Didn't think of it. Of course 3rd party languages go straight into the build pipeline just like 1st party ones so it should have "just worked" had you not also changed the input processing in what I presume was an effort to improve it.

In a separate discussion, we might want to discuss deprecating the use of CJS for those maybe?

I'm in no hurry to deprecate CJS - and still think it's the simplest way to get started for many of our users, but I've added an .es.min.js build to dist now as well. If we can continue to support CJS by simply using one additional plugin with Rollup then I feel need to pressure our 3rd party grammar authors to do extra work. If they want to switch to ESM, they can - we've always supported authoring using ESM for 3rd party modules.

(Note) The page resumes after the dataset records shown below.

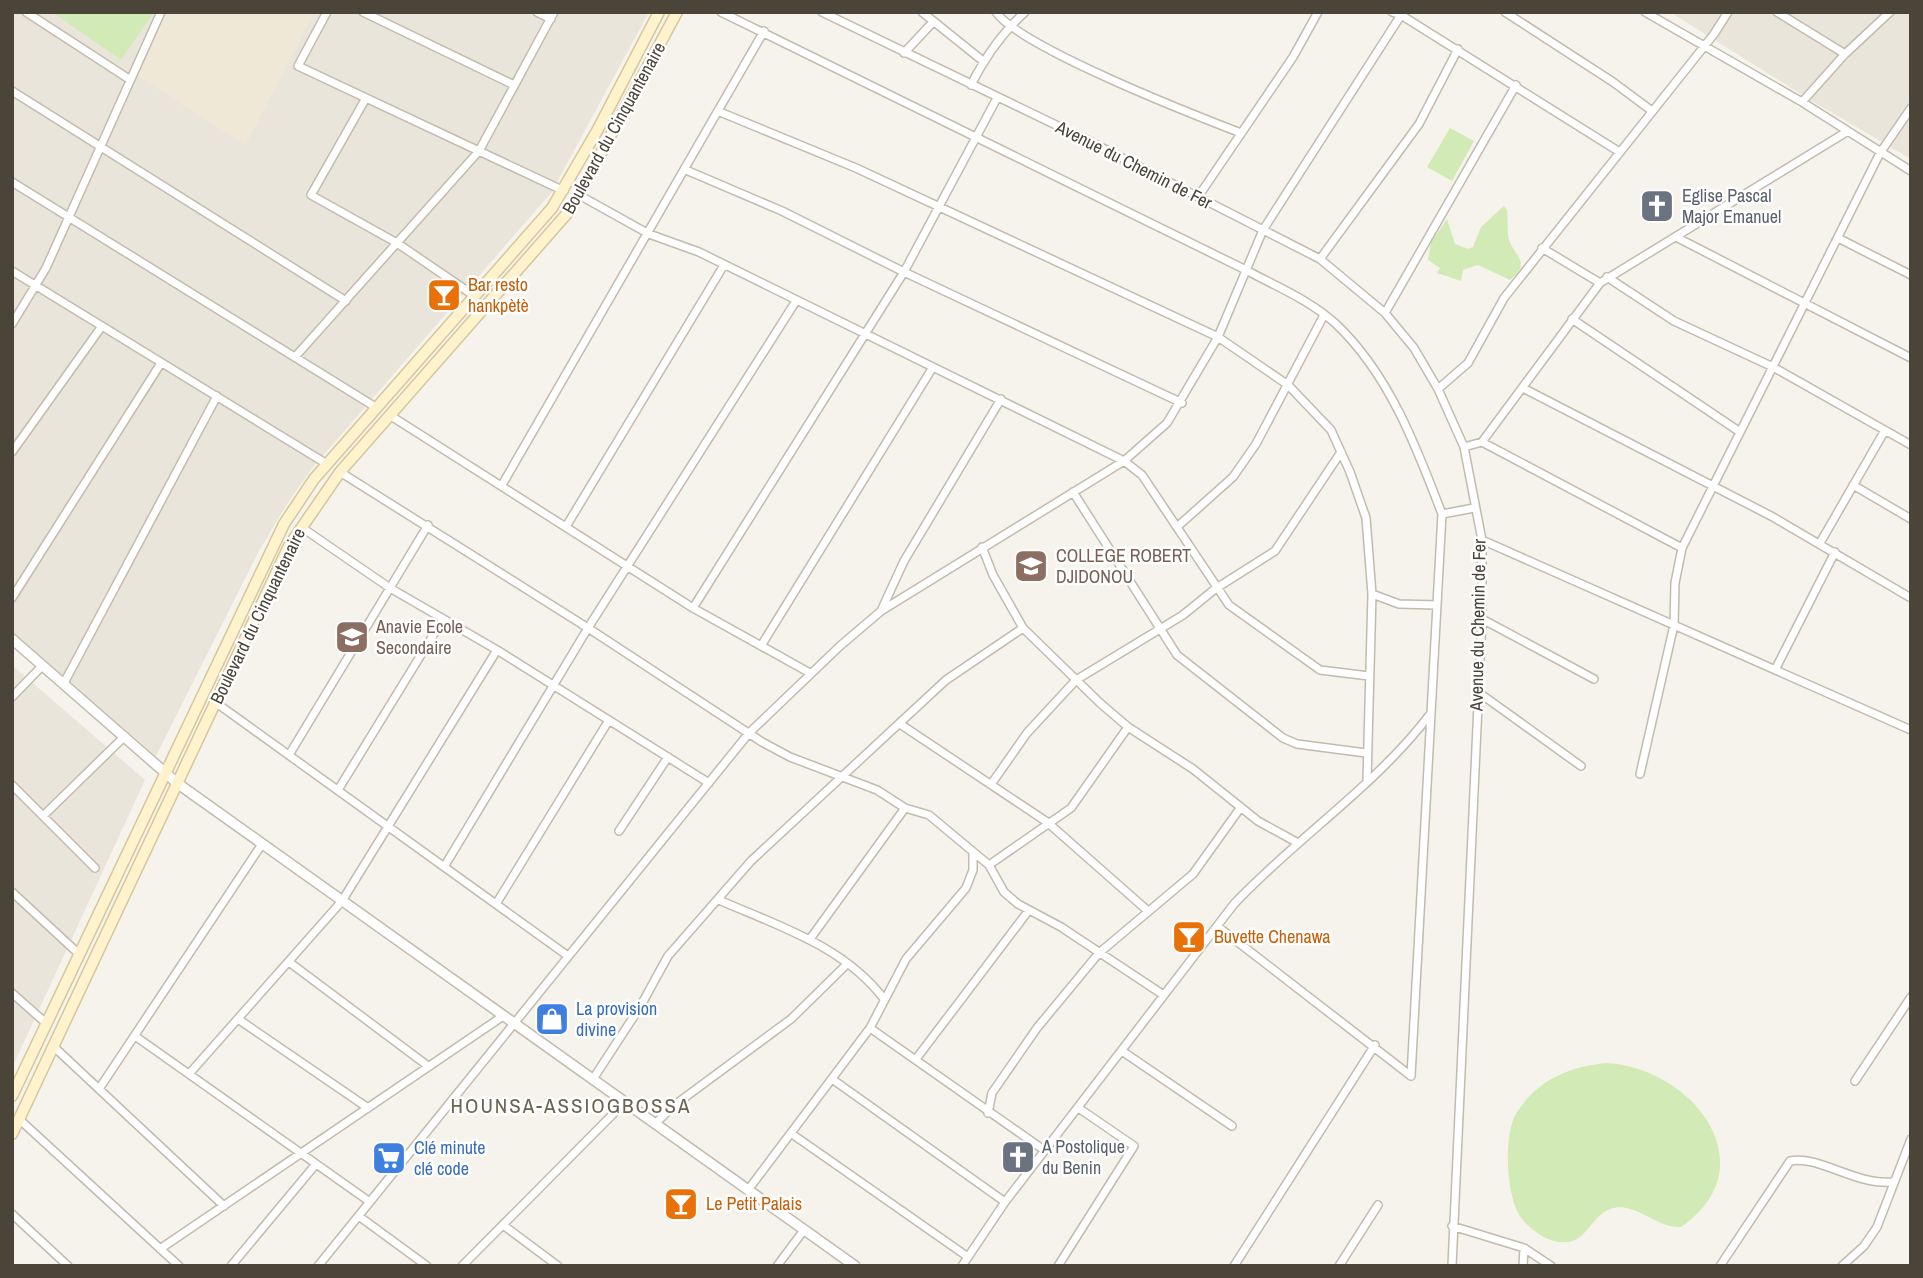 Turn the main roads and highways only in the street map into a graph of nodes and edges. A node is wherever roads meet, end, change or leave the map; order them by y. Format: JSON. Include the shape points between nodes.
{"nodes":[{"id":1,"x":659,"y":12,"type":"edge"},
{"id":2,"x":677,"y":12,"type":"edge"},
{"id":3,"x":12,"y":1096,"type":"edge"},
{"id":4,"x":12,"y":1134,"type":"edge"}],
"edges":[{"from":1,"to":3,"type":"main road","name":"Boulevard du Cinquantenaire","via":[[564,191],[526,241],[327,464],[274,542]]},
{"from":2,"to":4,"type":"main road","name":"Boulevard du Cinquantenaire","via":[[579,195],[555,229],[340,472],[301,527],[275,572]]}]}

I've added support for detection of the "type": "module" ... I've also added support for "exports" field

This is complexity we do not need at the present time and also I don't think guaranteed to be backwards compatible. module is not a great heuristic since some grammars have a package.json, but aren't even real NPM packages (or following the overall NPM spec). Expecting grammars authors to get this 100% right is something we could decide to enforce in the future, but right now it could be a breaking change.

We also have to support support grammars with no package.json at all just by finding their files in the typical src/languages/*.js location. Those files could be CJS or ESM. So the input pipeline needs to be agnostic.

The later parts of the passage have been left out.